Gerrit Jan Walvoord (1826-1856)

A native of Aalten, Gelderland, Holland, Gerrit Jan was born January 22, 1826. Gerrit Jan was pretty spry, a smart man, a man of quick action. He was tall and slender, had black hair and was good looking. Gerrit Jan Walvoord was the only son of Hendrik Walvoord. Gerrit Jan’s Aunt Jane, (father Hendrik`s youngest sister) was about his same age. Both of them were rocked in the same cradle.

As a young man he left his native land to seek fortune in the New World. He immigrated at the age of twenty before his father, Hendrik, came to America. Gerrit may have sailed on the ship Garrone from Rotterdam to Baltimore. He first located at Pittsburgh, Pennsylvania, where he farmed and also worked in the coal mines. While there he married a German girl, Miss Anna Maria Engel Nolten, who had immigrated to America with her brother.

Their oldest son, Henry, was born in Pittsburgh in 1847. When Henry was about two-years old, in the fall of 1849, the Walvoord family moved to Sheboygan County, Wisconsin and lived at the small settlement of Amsterdam on Lake Michigan in the Township of Holland.
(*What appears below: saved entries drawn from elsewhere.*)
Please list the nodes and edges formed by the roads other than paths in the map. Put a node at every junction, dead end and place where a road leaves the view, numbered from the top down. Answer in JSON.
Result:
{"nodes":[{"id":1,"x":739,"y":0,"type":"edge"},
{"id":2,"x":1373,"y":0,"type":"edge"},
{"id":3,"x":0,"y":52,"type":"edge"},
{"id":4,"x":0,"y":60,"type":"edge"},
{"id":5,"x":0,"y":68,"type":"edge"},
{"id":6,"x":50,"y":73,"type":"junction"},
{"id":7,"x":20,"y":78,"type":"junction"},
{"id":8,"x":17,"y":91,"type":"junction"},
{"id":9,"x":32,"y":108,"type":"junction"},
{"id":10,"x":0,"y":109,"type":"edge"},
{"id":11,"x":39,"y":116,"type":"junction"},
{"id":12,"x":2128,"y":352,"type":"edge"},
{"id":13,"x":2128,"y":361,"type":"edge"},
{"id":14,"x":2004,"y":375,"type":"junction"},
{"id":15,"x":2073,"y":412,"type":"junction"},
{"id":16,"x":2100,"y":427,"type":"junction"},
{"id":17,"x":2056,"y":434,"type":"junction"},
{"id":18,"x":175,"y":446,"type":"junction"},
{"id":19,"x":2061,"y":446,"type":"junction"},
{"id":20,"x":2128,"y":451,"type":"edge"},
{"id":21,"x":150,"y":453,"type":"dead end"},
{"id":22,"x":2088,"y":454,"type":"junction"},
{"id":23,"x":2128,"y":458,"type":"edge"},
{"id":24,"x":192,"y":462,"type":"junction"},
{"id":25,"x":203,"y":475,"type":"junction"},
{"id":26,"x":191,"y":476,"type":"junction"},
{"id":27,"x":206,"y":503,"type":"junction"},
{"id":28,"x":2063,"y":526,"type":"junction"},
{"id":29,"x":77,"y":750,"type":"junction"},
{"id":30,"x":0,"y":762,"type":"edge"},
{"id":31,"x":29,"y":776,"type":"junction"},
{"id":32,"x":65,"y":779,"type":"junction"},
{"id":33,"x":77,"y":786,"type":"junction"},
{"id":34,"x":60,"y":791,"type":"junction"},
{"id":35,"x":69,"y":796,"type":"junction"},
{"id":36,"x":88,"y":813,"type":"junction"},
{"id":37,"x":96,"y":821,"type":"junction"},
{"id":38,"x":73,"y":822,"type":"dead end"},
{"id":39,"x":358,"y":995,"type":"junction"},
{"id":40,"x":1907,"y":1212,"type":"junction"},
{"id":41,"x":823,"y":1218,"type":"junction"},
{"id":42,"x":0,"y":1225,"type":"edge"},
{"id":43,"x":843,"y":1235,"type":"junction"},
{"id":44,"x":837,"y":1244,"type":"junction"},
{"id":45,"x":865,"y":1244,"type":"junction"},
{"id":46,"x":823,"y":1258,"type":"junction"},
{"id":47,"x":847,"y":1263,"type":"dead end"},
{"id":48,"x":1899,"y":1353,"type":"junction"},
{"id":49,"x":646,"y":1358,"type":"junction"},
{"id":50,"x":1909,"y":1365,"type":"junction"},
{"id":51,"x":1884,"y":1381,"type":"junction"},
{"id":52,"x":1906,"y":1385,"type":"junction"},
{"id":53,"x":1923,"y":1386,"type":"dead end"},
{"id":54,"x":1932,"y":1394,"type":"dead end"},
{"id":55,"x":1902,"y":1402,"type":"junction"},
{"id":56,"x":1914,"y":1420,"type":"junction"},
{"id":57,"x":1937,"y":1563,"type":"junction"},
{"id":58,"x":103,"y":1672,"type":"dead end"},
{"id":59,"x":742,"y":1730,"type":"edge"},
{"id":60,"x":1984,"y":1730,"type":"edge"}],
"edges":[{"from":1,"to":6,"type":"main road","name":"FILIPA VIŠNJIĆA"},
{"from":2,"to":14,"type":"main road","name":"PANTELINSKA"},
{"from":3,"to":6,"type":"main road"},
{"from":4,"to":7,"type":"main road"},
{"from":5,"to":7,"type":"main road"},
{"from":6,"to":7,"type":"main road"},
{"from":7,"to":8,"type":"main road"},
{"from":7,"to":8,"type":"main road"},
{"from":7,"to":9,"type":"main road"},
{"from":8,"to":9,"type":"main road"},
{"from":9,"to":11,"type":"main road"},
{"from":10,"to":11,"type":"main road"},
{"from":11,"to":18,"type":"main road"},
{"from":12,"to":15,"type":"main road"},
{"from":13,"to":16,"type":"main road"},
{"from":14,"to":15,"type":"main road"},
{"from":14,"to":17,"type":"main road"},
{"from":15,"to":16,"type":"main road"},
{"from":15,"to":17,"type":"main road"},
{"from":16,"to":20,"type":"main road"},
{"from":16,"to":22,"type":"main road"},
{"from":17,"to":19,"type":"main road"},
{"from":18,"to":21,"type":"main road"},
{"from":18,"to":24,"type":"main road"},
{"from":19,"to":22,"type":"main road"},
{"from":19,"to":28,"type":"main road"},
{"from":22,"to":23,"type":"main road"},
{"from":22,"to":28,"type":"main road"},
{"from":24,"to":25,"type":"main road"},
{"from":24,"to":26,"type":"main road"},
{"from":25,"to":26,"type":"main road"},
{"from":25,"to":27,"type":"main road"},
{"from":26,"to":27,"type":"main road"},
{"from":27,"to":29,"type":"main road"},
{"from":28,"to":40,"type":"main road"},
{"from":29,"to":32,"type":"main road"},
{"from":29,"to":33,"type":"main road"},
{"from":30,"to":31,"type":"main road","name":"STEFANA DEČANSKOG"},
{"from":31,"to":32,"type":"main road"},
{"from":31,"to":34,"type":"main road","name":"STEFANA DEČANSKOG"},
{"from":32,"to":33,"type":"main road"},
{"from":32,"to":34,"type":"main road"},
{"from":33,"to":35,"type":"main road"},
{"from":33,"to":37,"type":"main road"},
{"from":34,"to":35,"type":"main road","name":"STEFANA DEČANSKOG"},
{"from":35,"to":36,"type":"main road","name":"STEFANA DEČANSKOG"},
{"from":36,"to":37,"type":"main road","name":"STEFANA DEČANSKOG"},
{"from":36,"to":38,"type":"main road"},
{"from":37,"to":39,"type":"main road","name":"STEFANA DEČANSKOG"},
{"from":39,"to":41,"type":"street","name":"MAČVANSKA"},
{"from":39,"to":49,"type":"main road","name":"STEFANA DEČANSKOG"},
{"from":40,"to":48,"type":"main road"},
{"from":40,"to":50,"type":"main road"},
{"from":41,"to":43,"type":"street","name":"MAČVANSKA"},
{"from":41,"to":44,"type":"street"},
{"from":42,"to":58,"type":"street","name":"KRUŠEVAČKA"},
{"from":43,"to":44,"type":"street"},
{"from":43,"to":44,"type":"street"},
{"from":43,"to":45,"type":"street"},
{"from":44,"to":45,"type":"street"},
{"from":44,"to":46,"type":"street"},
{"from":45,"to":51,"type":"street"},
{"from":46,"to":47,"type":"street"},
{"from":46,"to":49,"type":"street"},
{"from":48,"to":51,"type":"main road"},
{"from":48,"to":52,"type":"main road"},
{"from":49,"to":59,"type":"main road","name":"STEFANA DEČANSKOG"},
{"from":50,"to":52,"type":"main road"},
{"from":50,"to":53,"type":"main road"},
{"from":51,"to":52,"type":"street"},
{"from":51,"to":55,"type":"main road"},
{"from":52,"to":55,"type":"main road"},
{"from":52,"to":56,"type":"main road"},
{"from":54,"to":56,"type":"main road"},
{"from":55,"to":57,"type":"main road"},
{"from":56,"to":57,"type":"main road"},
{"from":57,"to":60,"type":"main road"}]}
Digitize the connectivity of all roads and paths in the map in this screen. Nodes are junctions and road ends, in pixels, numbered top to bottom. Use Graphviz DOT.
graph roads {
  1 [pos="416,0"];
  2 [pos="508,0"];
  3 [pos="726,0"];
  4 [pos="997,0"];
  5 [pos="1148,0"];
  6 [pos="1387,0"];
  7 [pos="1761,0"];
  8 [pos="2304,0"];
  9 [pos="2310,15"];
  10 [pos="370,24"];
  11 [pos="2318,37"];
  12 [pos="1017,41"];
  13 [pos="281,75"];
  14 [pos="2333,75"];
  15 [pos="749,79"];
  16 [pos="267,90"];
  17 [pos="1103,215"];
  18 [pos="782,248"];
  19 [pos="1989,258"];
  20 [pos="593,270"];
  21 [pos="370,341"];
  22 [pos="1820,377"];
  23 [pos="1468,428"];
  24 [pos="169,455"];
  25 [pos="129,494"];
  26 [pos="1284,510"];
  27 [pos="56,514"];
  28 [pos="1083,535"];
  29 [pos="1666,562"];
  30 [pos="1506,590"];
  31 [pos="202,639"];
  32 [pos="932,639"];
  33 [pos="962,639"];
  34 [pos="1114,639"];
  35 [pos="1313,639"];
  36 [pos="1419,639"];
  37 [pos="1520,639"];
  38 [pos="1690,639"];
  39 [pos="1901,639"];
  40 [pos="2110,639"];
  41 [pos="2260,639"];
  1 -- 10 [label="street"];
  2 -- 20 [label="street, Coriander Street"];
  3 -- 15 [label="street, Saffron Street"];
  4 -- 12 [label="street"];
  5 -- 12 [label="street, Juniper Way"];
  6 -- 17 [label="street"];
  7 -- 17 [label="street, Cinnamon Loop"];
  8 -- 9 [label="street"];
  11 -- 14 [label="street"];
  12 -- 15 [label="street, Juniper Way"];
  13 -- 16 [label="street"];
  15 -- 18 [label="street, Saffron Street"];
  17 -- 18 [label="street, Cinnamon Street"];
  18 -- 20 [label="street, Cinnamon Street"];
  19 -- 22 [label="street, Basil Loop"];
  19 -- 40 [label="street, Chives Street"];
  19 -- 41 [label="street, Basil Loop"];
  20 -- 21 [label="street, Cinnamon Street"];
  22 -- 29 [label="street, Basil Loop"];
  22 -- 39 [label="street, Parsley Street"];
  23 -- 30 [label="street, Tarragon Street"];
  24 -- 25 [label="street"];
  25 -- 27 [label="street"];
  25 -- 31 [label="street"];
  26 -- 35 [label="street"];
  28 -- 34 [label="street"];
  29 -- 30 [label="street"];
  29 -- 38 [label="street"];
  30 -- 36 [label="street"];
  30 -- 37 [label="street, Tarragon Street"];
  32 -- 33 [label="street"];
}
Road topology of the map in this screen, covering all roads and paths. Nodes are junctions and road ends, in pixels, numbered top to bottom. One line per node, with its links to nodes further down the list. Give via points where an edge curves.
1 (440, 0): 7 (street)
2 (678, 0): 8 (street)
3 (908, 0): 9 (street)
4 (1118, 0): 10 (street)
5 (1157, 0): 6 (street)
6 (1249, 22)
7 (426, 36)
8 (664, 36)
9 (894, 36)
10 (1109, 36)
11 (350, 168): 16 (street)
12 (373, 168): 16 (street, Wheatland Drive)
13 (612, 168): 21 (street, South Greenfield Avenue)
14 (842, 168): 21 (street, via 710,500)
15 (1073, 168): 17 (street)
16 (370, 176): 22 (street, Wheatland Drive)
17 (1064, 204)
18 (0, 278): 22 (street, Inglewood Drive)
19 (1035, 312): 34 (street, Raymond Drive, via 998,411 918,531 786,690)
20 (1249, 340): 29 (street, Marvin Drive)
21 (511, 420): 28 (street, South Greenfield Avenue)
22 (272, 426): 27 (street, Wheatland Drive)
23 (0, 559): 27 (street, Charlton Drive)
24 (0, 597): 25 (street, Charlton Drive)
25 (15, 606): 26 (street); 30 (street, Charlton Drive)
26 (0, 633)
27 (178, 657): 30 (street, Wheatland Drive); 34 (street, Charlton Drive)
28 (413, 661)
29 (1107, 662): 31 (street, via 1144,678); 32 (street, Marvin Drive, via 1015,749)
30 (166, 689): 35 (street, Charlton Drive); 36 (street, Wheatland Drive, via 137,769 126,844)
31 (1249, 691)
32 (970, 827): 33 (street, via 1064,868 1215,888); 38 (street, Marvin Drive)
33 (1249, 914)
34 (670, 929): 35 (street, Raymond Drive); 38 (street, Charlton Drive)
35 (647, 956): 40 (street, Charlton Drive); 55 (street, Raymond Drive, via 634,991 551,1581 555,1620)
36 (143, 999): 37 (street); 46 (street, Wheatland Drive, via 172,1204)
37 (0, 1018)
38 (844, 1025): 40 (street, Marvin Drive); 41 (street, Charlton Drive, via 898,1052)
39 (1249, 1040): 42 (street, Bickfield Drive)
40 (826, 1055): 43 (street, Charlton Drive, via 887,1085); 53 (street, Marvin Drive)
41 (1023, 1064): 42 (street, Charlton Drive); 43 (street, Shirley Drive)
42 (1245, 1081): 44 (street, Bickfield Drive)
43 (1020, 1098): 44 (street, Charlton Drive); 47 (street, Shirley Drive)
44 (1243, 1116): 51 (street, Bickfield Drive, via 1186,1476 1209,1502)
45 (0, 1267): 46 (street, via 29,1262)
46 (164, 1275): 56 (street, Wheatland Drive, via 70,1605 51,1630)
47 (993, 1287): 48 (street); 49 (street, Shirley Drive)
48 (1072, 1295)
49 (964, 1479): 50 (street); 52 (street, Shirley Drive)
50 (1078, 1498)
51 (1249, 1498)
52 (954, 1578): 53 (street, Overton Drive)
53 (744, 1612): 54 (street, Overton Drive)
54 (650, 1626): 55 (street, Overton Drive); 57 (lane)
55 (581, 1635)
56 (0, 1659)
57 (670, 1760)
It lies southeast of the village of Cedar Grove.

There the Walvoords had a general store and shipped cord-wood from the pier. Boats came for the wood and instead of money people got their supplies from the store.

Scott Walvoord at the site of the old Amsterdam Pier in 2003. The original pier is gone but the pilings from the original can still be seen.

Gerrit Jan Walvoord was not permitted to enjoy his new home for long. While measuring cord-wood at the above named pier, he accidentally drowned at only thirty-years-old. No one saw the accident. He was found in the water. Apparently, (according to one account) Gerrit Jan, heard a ship coming while he was eating. He jumped from the table, ran to the harbor, climbed over the wood on the pier and lost his balance. He fell in the water, which was very cold, and although he was a good swimmer, the wood that also had glided in the water, kept him down and he drowned. Gerrit Jan died in Lake Michigan on July 11, 1856 and was buried in the Walvoord Family Cemetery plot on section 26, in Holland Township.

When he died Gerrit Jan left a family of five children of which, Henry was the oldest. Henry was eight at the time of the accident. The daughters of Gerrit Jan were Jane, Mary, Tonia and Delia. Delia, the youngest, was only three-months-old at the time of her father’s death.

Soon afterwards the business at the pier was destined to bring still more sorrow to the Walvoord family. In January of 1857, the store and dwelling burned and the family lost most of their belongings and nearly everything they had invested there.

The elder Hendrik Walvoord had money and purchased some land. Both his family and Gerrit Jan’s family moved to a farm near Amsterdam. The house was built for the two families and they lived there together for some time. Henry Walvoord (son of Gerrit Jan) was married there.